▸ **Directions**:
The records below are split into lines. How many of those lines contain the string "image"? Reply with the number only.

(Stored entries)

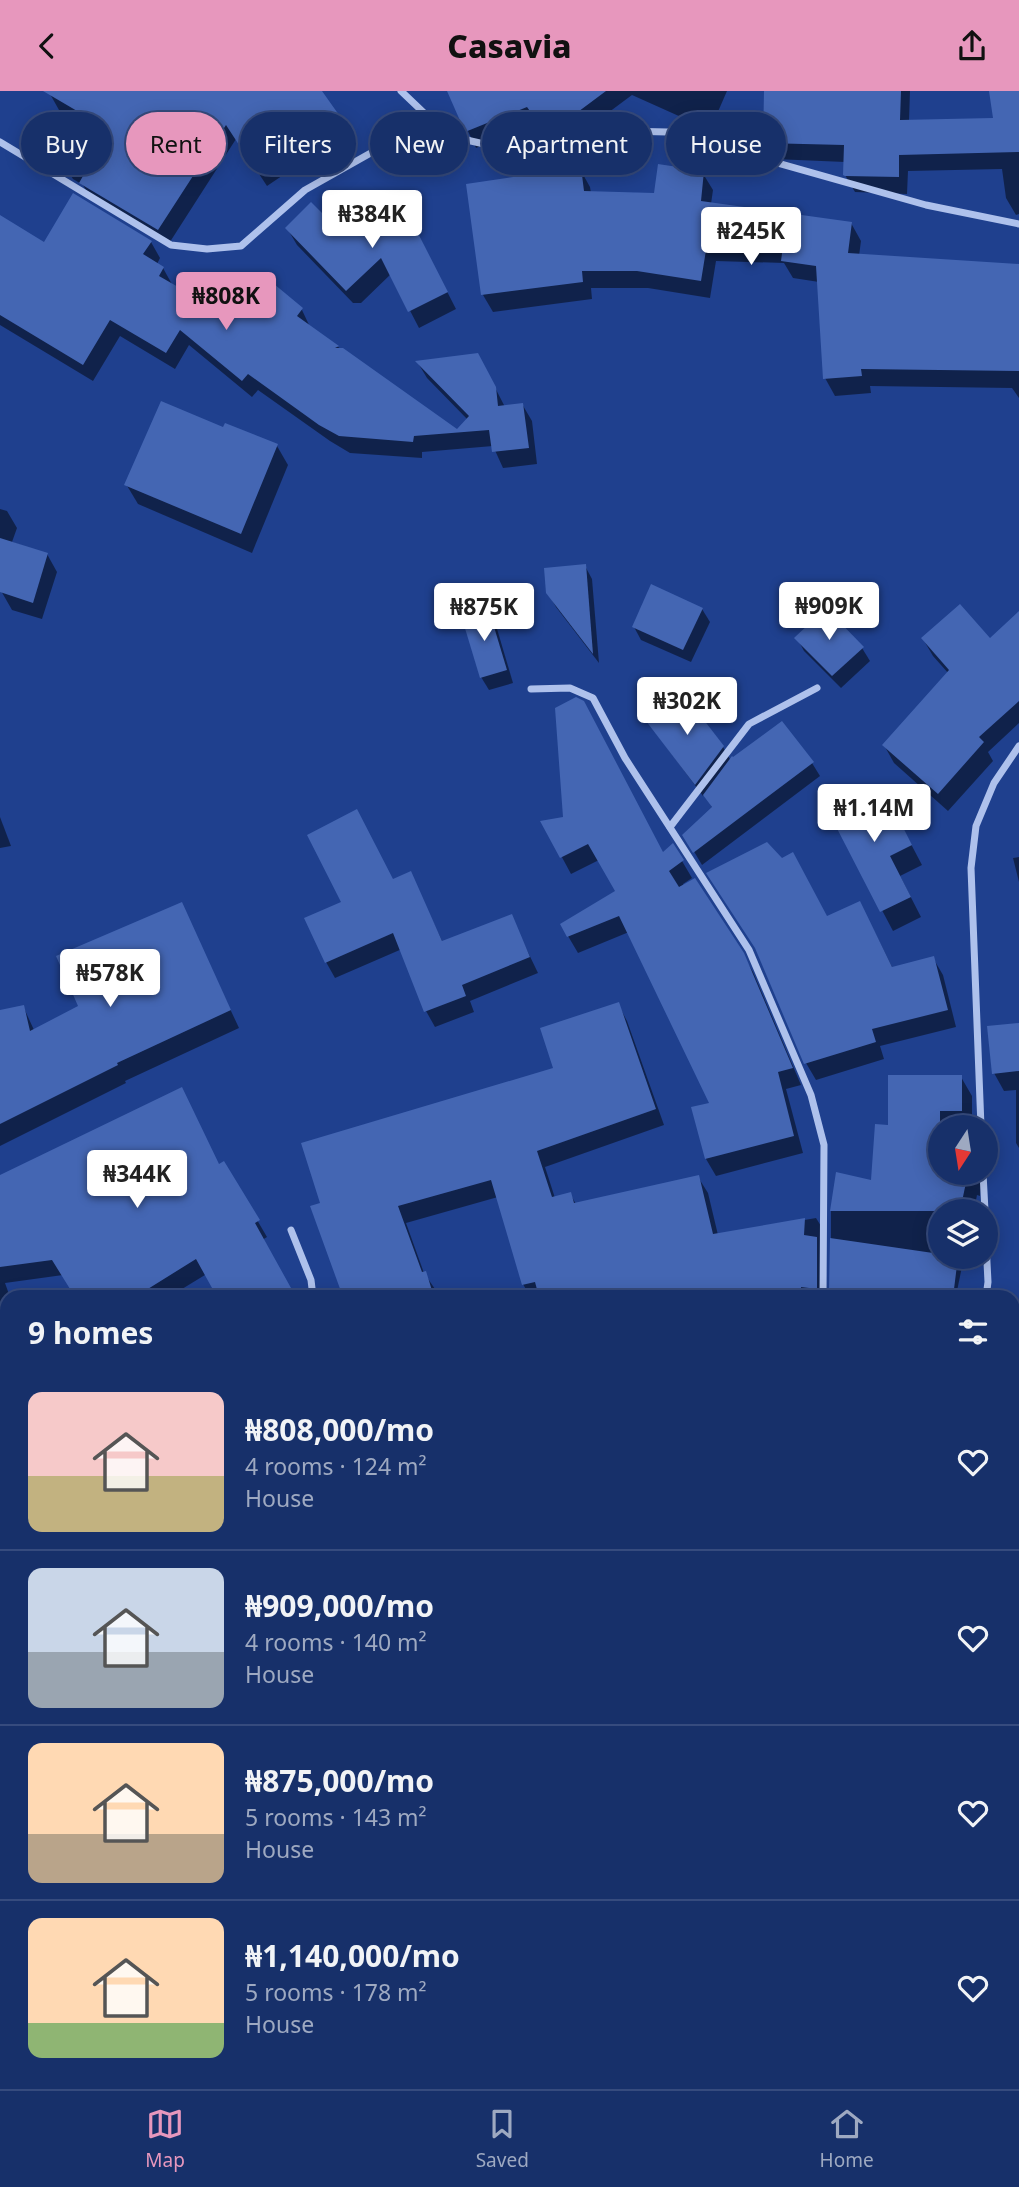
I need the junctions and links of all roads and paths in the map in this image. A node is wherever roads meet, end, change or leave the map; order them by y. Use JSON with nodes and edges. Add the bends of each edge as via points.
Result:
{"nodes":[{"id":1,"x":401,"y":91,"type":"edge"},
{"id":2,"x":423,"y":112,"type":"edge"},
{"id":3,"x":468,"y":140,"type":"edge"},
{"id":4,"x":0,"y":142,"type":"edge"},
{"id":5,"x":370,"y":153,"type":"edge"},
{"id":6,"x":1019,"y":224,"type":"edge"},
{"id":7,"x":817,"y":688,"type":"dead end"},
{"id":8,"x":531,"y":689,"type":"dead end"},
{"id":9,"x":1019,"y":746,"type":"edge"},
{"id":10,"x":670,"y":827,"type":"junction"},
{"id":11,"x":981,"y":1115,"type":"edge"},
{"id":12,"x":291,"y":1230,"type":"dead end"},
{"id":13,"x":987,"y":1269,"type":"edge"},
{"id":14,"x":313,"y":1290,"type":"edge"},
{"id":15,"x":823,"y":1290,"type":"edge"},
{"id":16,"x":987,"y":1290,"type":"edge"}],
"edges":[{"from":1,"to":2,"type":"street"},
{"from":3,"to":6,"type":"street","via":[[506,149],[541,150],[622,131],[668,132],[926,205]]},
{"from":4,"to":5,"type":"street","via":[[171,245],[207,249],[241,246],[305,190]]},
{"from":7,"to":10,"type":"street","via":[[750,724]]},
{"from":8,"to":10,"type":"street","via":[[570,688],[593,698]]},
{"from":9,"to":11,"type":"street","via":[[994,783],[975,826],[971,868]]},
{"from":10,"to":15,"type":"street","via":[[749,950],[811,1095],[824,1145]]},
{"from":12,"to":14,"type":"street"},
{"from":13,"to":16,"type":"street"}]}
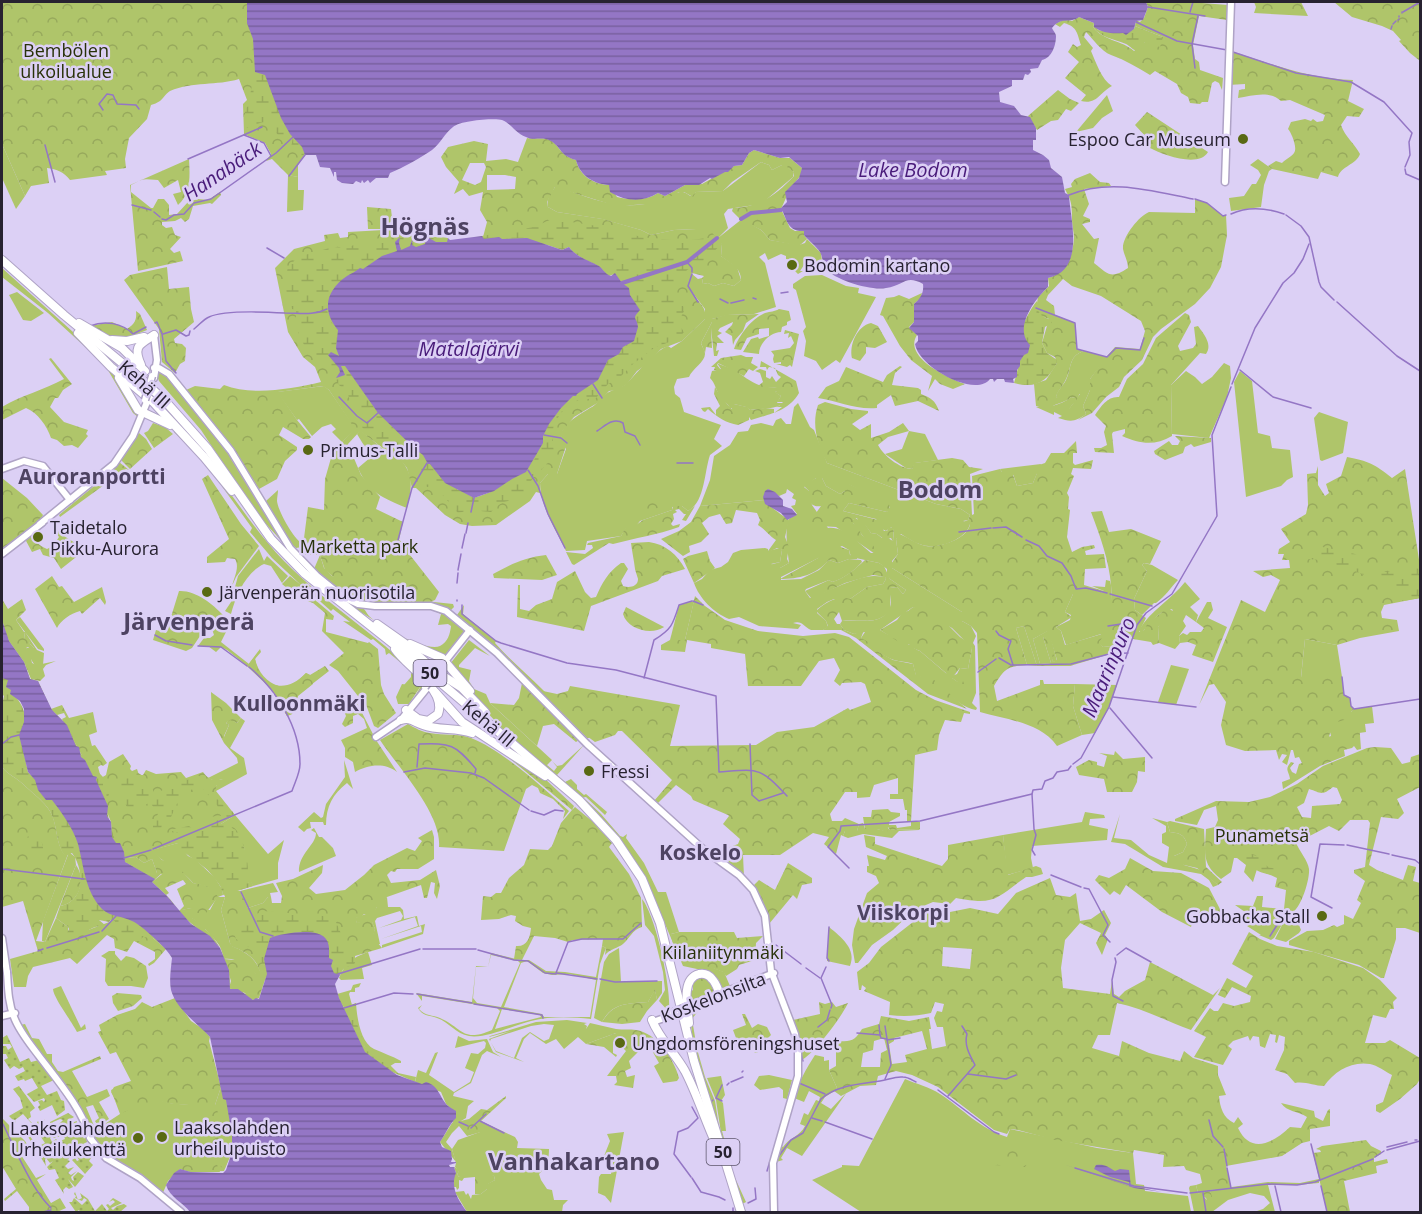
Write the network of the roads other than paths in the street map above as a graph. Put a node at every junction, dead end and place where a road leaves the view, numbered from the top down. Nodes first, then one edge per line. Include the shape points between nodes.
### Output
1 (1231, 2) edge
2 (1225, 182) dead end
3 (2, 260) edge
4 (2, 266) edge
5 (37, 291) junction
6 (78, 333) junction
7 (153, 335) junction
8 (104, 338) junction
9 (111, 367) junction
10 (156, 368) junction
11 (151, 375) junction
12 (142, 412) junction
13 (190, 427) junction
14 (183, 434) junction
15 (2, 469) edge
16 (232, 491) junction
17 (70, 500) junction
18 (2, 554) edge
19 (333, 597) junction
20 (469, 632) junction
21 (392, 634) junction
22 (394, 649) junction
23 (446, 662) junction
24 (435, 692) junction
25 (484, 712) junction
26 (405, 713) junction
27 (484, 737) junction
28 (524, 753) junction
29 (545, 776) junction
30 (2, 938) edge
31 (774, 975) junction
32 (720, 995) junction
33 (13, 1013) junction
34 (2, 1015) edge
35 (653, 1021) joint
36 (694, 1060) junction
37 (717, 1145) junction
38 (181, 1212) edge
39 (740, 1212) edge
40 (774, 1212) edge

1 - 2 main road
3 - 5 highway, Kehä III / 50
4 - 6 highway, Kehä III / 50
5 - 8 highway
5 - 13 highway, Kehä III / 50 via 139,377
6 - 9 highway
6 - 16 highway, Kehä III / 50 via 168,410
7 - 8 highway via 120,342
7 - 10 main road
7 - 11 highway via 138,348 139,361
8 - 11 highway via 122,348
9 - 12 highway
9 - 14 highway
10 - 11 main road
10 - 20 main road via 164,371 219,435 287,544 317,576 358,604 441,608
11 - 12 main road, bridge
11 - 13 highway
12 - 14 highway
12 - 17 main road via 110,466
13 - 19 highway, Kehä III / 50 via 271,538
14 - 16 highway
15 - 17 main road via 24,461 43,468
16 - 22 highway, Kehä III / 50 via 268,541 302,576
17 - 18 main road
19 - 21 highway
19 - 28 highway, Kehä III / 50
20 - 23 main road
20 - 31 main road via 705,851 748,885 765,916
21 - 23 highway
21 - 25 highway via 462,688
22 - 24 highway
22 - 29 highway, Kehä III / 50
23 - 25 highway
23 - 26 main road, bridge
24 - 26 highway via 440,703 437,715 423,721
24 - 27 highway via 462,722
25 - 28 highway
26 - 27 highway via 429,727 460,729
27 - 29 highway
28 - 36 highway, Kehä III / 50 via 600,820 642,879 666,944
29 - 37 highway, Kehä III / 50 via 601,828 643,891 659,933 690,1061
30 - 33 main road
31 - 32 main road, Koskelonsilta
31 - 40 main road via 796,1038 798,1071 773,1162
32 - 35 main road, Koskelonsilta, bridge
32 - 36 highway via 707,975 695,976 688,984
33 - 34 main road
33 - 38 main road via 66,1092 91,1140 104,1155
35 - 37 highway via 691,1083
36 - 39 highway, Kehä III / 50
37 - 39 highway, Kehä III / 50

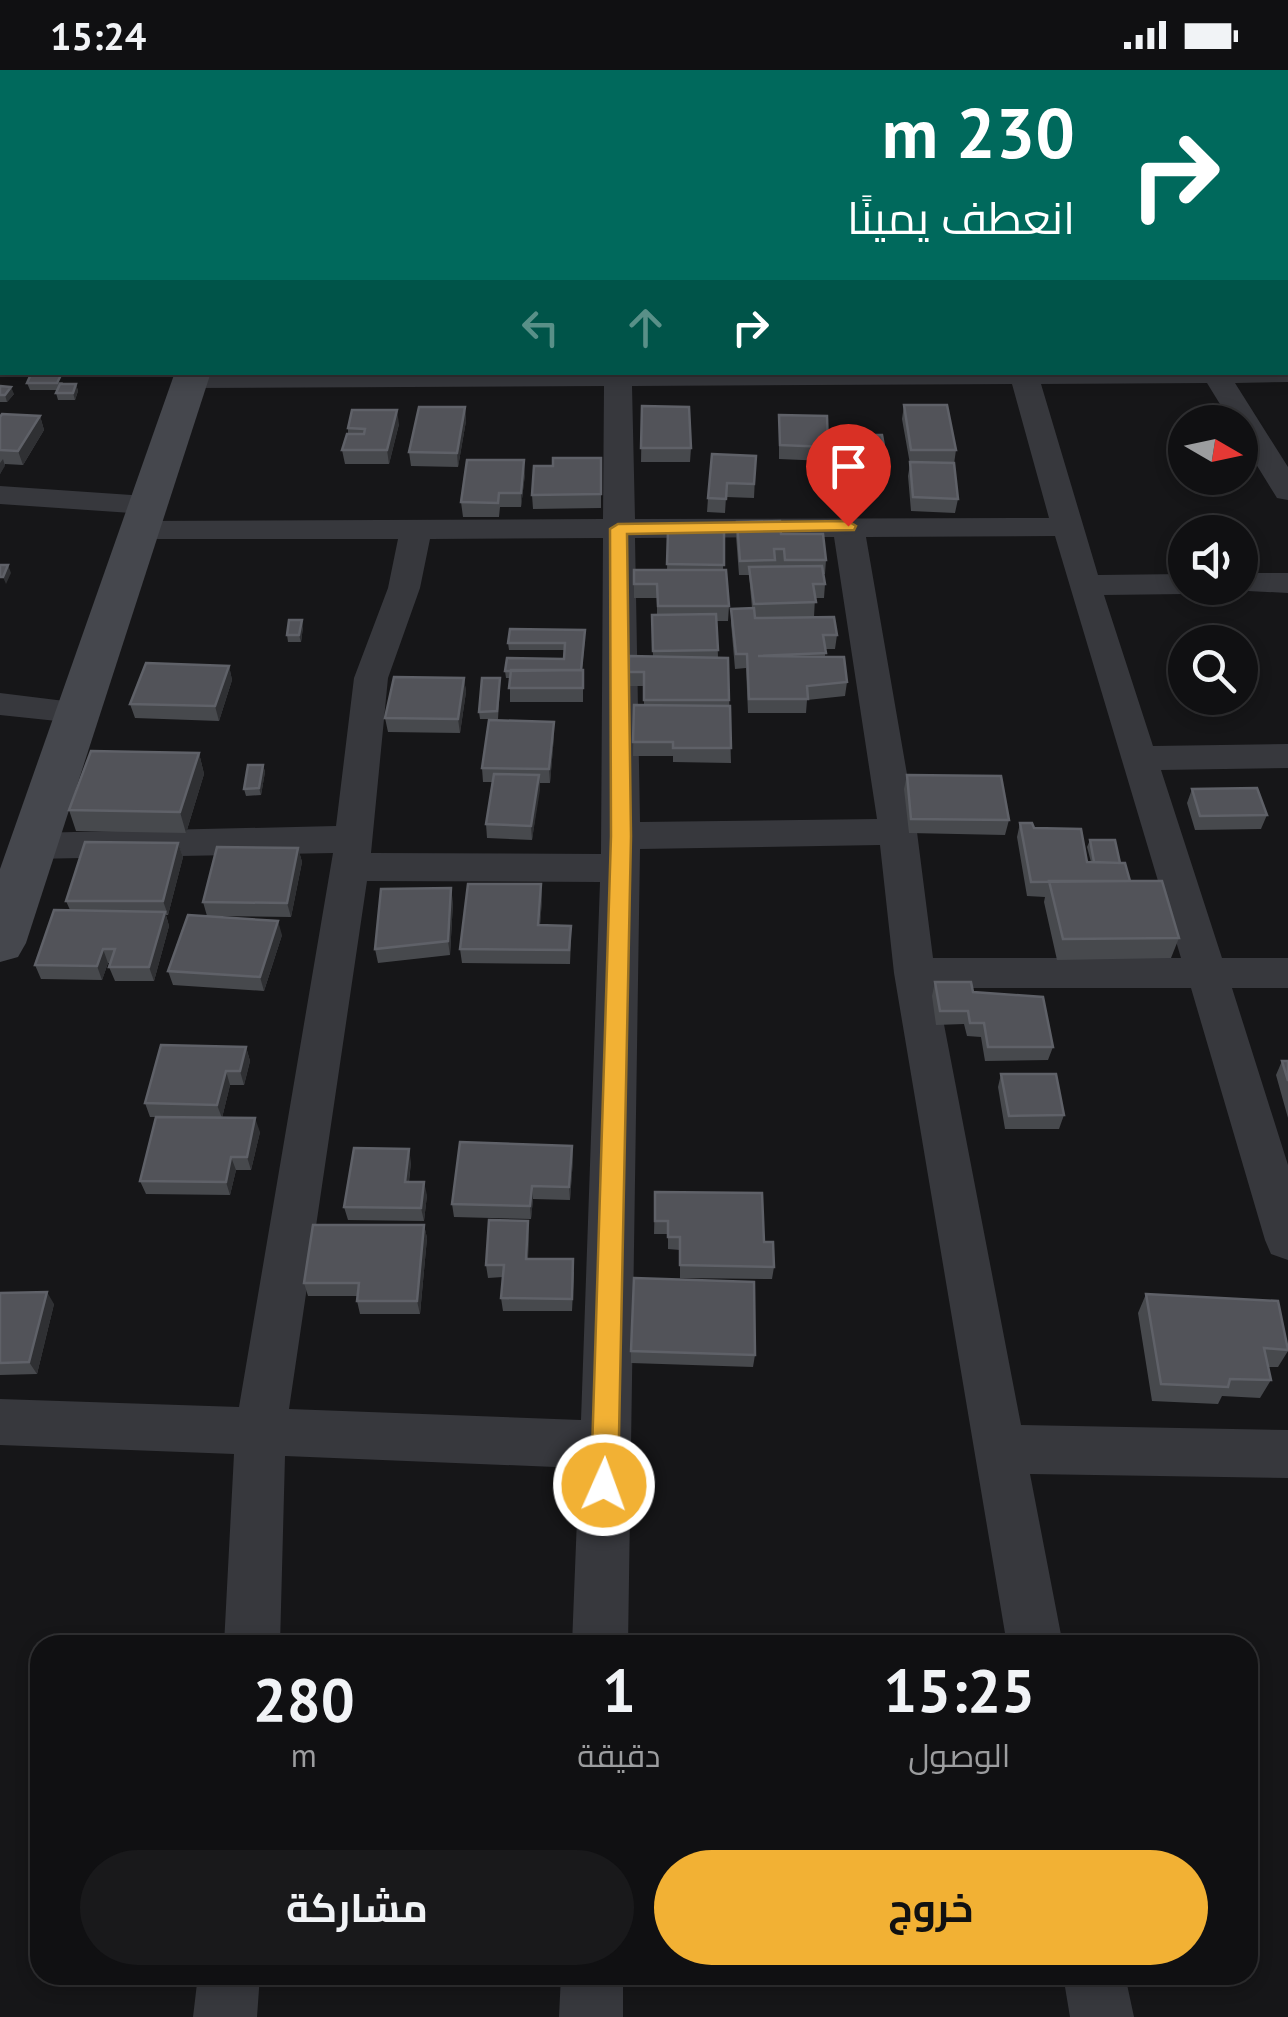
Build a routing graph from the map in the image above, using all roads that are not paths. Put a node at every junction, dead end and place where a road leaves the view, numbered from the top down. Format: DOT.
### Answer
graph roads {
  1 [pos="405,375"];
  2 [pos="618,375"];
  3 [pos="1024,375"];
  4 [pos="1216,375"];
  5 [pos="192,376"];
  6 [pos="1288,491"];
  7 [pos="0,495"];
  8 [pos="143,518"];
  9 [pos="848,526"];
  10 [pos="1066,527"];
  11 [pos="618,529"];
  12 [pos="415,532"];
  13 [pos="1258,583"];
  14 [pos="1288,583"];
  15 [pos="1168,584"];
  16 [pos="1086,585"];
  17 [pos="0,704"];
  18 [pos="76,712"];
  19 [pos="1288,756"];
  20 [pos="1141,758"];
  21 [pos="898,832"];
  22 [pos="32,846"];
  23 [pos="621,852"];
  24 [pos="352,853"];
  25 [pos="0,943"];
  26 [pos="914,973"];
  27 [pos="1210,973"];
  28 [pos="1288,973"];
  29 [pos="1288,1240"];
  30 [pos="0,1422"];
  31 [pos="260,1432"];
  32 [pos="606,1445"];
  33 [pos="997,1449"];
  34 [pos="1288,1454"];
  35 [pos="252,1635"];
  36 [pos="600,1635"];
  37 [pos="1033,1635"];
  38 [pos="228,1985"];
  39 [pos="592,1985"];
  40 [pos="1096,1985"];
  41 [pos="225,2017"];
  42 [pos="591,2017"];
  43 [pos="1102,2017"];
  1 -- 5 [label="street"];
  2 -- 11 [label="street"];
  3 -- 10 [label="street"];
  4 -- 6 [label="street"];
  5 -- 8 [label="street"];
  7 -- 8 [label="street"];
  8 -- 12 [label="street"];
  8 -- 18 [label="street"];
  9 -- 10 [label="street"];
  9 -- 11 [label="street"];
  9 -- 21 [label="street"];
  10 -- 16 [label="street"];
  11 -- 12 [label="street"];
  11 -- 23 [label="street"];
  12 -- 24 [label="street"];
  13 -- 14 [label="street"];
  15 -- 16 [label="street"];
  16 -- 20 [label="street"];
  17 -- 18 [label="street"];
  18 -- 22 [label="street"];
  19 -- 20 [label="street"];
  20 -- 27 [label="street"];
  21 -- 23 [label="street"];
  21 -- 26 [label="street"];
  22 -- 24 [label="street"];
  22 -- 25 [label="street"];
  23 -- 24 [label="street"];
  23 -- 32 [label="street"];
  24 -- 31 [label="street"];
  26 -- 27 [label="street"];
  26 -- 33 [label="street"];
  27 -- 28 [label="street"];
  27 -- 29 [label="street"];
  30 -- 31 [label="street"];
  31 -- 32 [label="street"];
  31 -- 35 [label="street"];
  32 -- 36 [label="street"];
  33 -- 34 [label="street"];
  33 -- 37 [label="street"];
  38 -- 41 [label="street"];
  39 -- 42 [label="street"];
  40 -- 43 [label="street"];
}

▸ **Result of the task**:
2